There is another possibility that the executor doesn't implement, which means the planner does not consider it. It could scan the whole section of the index where "provider_id" = 38 AND "connection_id" = 1175966 and test the ANY against the id_on_site value stored in the index, rather than jumping to the table to test the id_on_site stored there. I think the reason it does not do this is that it does not trust the ANY/IN test not to throw errors, so it is not going to risk testing it in the index and possibly throwing an error when that tuple in the table might be obsolete anyway. No one would thank the PostgreSQL developers for making it throw errors based on the invisible detritus! Now in this case it should be safe as it just a combination of = and OR, both of which are safe. But I guess the system is not clever enough to know that.

So what can you do about it?

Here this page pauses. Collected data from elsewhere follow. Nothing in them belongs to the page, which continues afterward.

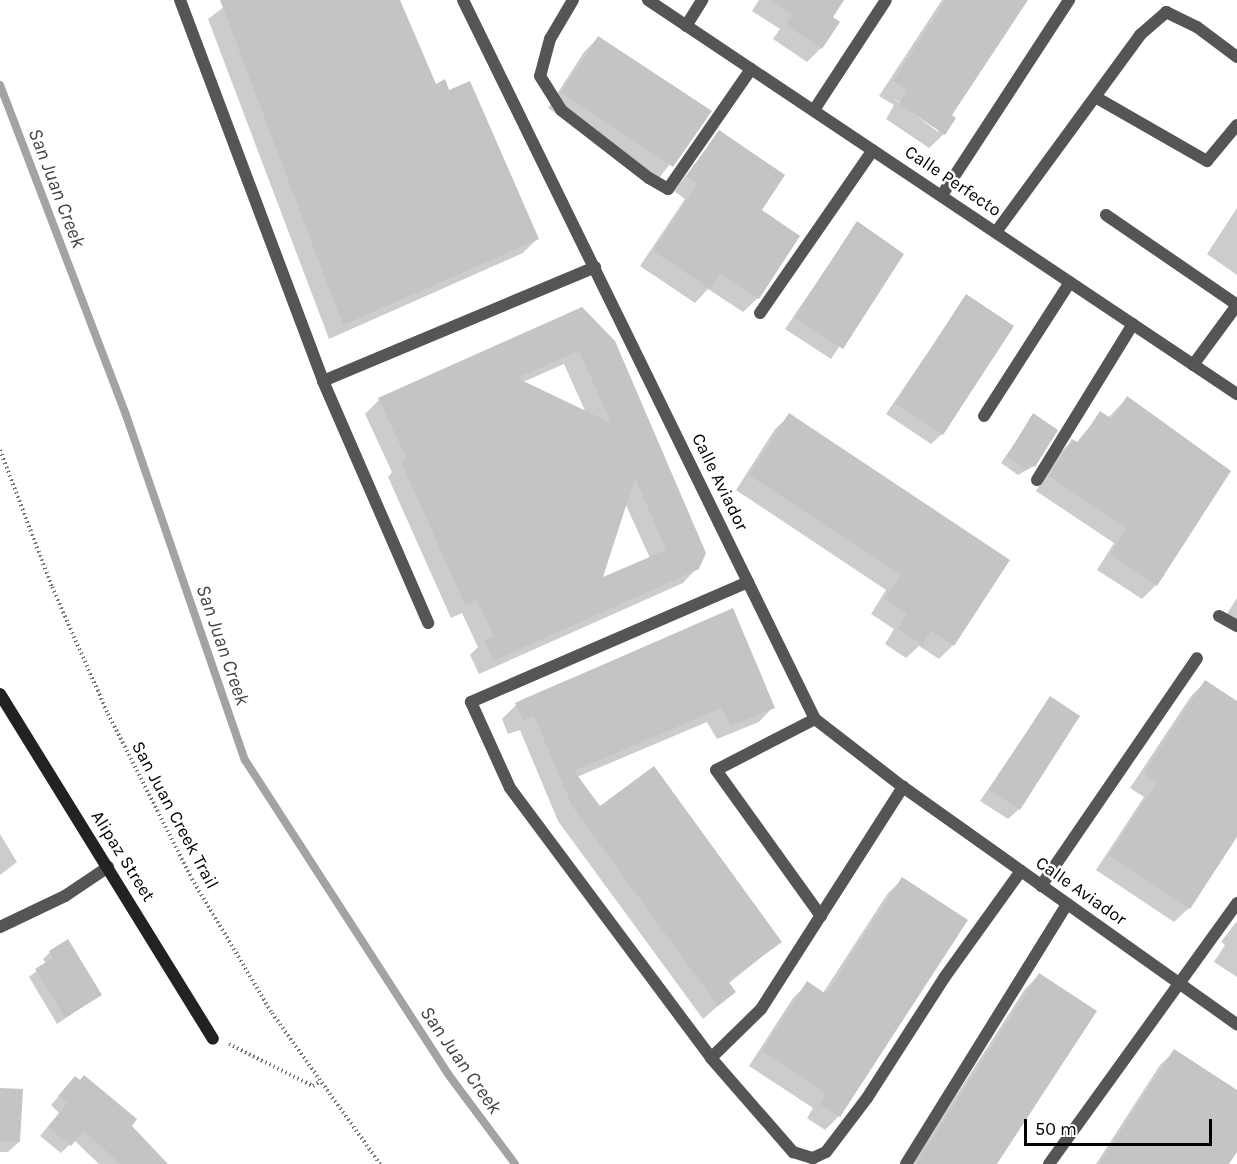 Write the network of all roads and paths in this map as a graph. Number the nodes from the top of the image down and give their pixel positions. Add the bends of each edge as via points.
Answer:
1 (180, 0) edge
2 (463, 0) edge
3 (573, 0) edge
4 (648, 0) edge
5 (702, 0) edge
6 (886, 0) edge
7 (1069, 0) edge
8 (686, 26) junction
9 (1237, 57) edge
10 (751, 69) junction
11 (1097, 98) junction
12 (814, 110) junction
13 (1237, 125) edge
14 (873, 150) junction
15 (942, 195) junction
16 (1106, 215) dead end
17 (996, 232) junction
18 (595, 267) junction
19 (1070, 282) junction
20 (1236, 304) edge
21 (760, 313) dead end
22 (1133, 324) junction
23 (1193, 365) junction
24 (322, 381) junction
25 (1237, 394) edge
26 (984, 416) dead end
27 (0, 450) edge
28 (1037, 480) dead end
29 (748, 582) junction
30 (1219, 616) dead end
31 (428, 624) dead end
32 (1237, 627) edge
33 (1197, 658) dead end
34 (0, 694) edge
35 (815, 719) junction
36 (903, 788) junction
37 (108, 867) junction
38 (1021, 871) junction
39 (1041, 886) junction
40 (1237, 903) edge
41 (1067, 904) junction
42 (821, 916) junction
43 (0, 927) edge
44 (1177, 982) junction
45 (1237, 1024) edge
46 (213, 1039) joint
47 (711, 1058) junction
48 (319, 1082) junction
49 (380, 1164) edge
50 (906, 1164) edge
51 (1049, 1164) edge

1 - 24 street
2 - 18 street, Calle Aviador
3 - 10 street via 550,39 540,76 561,111 668,189
4 - 8 street, Calle Perfecto
5 - 8 street
6 - 12 street
7 - 15 street
8 - 10 street, Calle Perfecto
9 - 11 street via 1197,27 1166,12 1140,35
10 - 12 street, Calle Perfecto
11 - 13 street via 1207,161
11 - 17 street
12 - 14 street, Calle Perfecto
14 - 15 street, Calle Perfecto
14 - 21 street
15 - 17 street, Calle Perfecto
16 - 20 street
17 - 19 street, Calle Perfecto
18 - 24 street
18 - 29 street, Calle Aviador
19 - 22 street, Calle Perfecto
19 - 26 street
20 - 23 street
22 - 23 street, Calle Perfecto
22 - 28 street
23 - 25 street, Calle Perfecto
24 - 31 street
27 - 48 path, San Juan Creek Trail via 52,587 139,780 232,947
29 - 35 street, Calle Aviador
29 - 47 street via 471,702 510,788
30 - 32 street
33 - 39 street
34 - 37 street, Alipaz Street
35 - 36 street, Calle Aviador
35 - 42 street via 716,770
36 - 38 street, Calle Aviador
36 - 42 street
37 - 43 street via 66,896
37 - 46 street, Alipaz Street
38 - 39 street, Calle Aviador
38 - 47 street via 826,1152 813,1158 793,1152
39 - 41 street, Calle Aviador
40 - 44 street
41 - 44 street, Calle Aviador
41 - 50 street
42 - 47 street via 761,1009
44 - 45 street, Calle Aviador
44 - 51 street
46 - 48 path via 246,1050 313,1086
48 - 49 path, San Juan Creek Trail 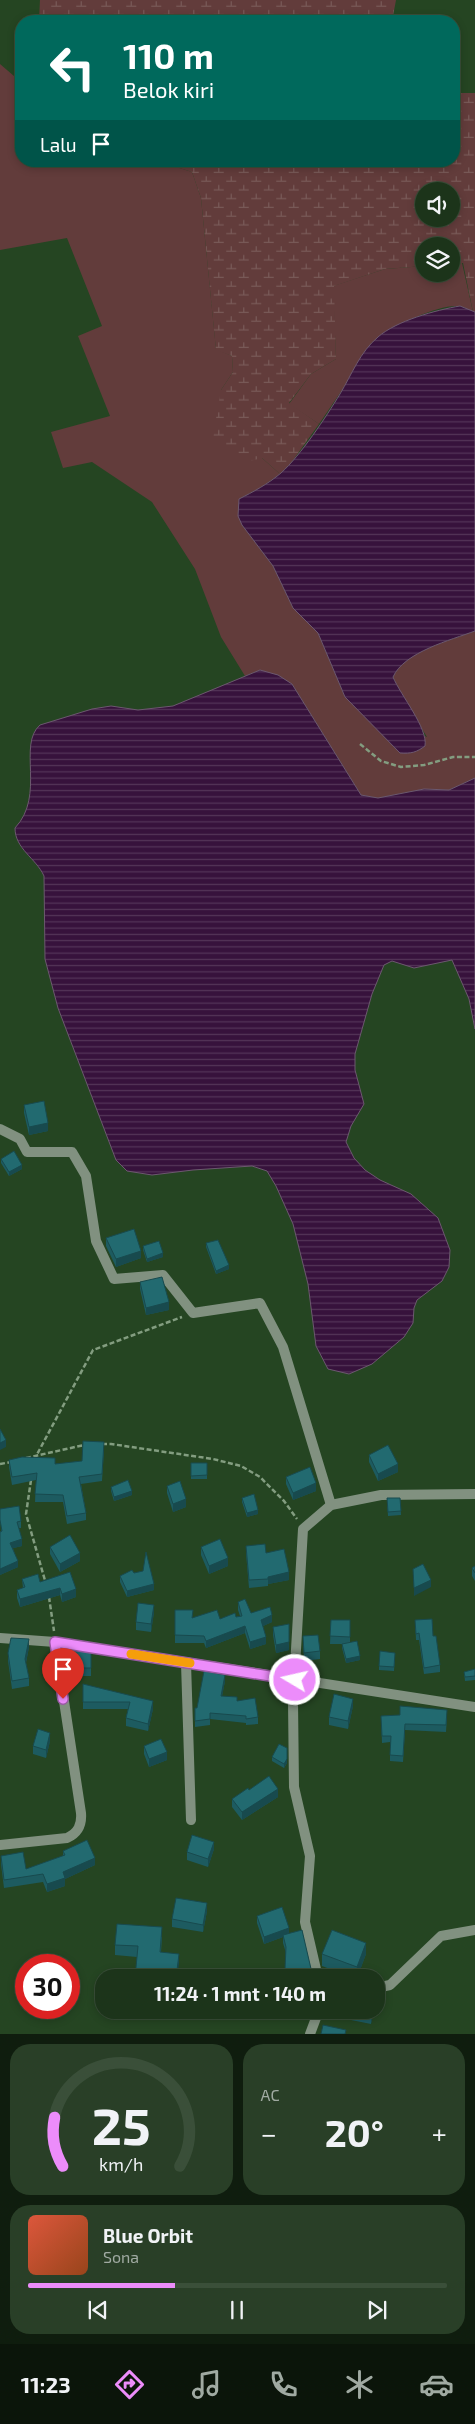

One thing would be fix the estimate of how many rows will match the provider_id = 38 AND connection_id = 1175966 condition on production (in which the first step would be finding out what that estimate is). Another would be to get an index-only scan by adding more columns to the index or removing columns from the select list. If you can get an index-only scan, it would test the ANY condition against the index value rather than the table value as long as the table page is marked all visible. Another thing you could do is switch your RDS to a storage class which doesn't suck. It appears to be taking over 20ms per random page read, which as Erwin points out is horrible.